Hepatocellular carcinoma (HCC) is a significant concern for patients with advanced chronic liver disease (ACLD) caused by chronic hepatitis C, even after achieving a sustained virologic response (SVR). Researchers developed and validated risk stratification algorithms for de novo HCC development post-SVR. In a derivation cohort of 527 patients with pre-treatment ACLD and SVR to interferon-free therapy, the occurrence of de novo HCC was assessed using alpha-fetoprotein (AFP) and non-invasive surrogates of portal hypertension, including liver stiffness measurement (LSM). The findings were validated in an independent cohort of 1,500 patients with compensated ACLD (cACLD) from various European centers.

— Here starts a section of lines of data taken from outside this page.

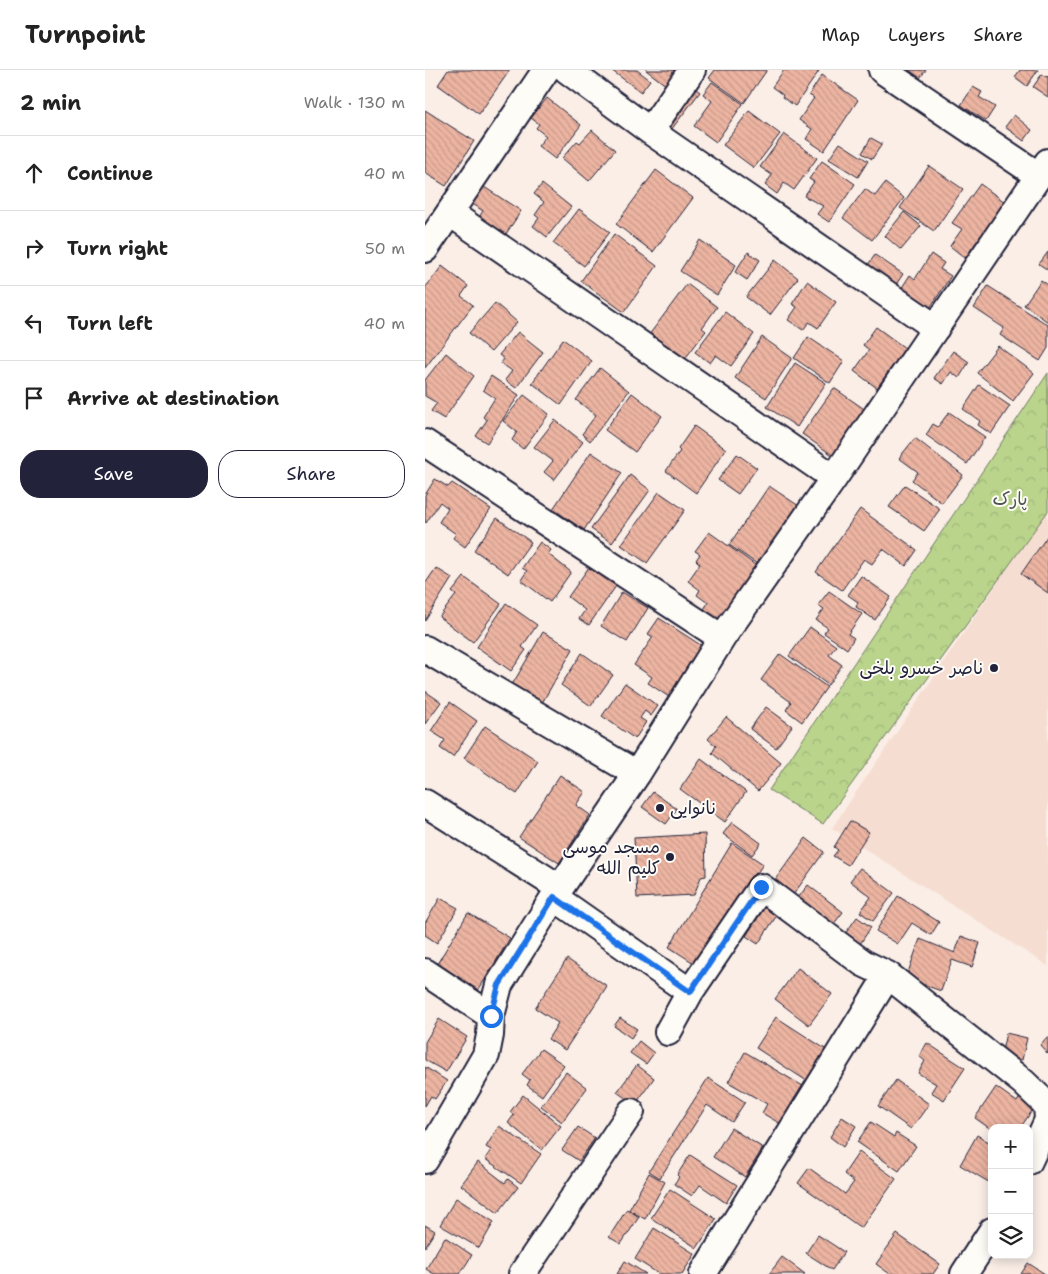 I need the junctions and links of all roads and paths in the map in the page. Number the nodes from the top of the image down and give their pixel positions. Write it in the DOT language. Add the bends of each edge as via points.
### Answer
graph roads {
  1 [pos="546,70"];
  2 [pos="567,70"];
  3 [pos="691,70"];
  4 [pos="881,70"];
  5 [pos="650,131"];
  6 [pos="1043,169"];
  7 [pos="451,212"];
  8 [pos="425,249"];
  9 [pos="936,328"];
  10 [pos="425,443"];
  11 [pos="834,478"];
  12 [pos="722,638"];
  13 [pos="425,649"];
  14 [pos="637,774"];
  15 [pos="425,803"];
  16 [pos="557,892"];
  17 [pos="425,972"];
  18 [pos="888,975"];
  19 [pos="690,992"];
  20 [pos="491,1016"];
  21 [pos="668,1032"];
  22 [pos="631,1112"];
  23 [pos="1033,1152"];
  24 [pos="425,1160"];
  25 [pos="988,1236"];
  26 [pos="522,1274"];
  27 [pos="703,1274"];
  28 [pos="964,1274"];
  1 -- 7 [label="street"];
  2 -- 5 [label="street"];
  3 -- 5 [label="street"];
  4 -- 6 [label="street"];
  5 -- 9 [label="street"];
  6 -- 9 [label="street"];
  7 -- 8 [label="street"];
  7 -- 11 [label="street"];
  9 -- 11 [label="street"];
  10 -- 12 [label="street"];
  11 -- 12 [label="street"];
  12 -- 14 [label="street"];
  13 -- 14 [label="street"];
  14 -- 16 [label="street"];
  15 -- 16 [label="street"];
  16 -- 19 [label="street"];
  16 -- 20 [label="street" via="499,985"];
  17 -- 20 [label="street"];
  18 -- 19 [label="street" via="863,963 761,887"];
  18 -- 23 [label="street" via="1023,1082 1047,1105 1048,1120"];
  18 -- 27 [label="street"];
  19 -- 21 [label="street"];
  20 -- 24 [label="street" via="486,1055"];
  22 -- 26 [label="street"];
  25 -- 28 [label="street"];
}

During a median follow-up of 41 months, de novo HCC developed in 4.6% of patients with cACLD and 23.1% of decompensated patients. Post-treatment values of AFP, alcohol consumption, age, LSM, and albumin effectively predicted HCC development, with high discriminative ability. These parameters independently provided prognostic information and stratified patients into low- and high-risk groups. The algorithms identified approximately two-thirds of patients as having an HCC risk of less than 1% per year, suggesting that frequent HCC surveillance might not be necessary for this group.
Reference: Semmler G, Meyer EL, Kozbial K, et al. HCC risk stratification after cure of hepatitis C in patients with compensated advanced chronic liver disease. J Hepatol. 2022 Apr;76(4):812-821. doi: 10.1016/j.jhep.2021.11.025. Epub 2021 Dec 3. PMID: 34871626.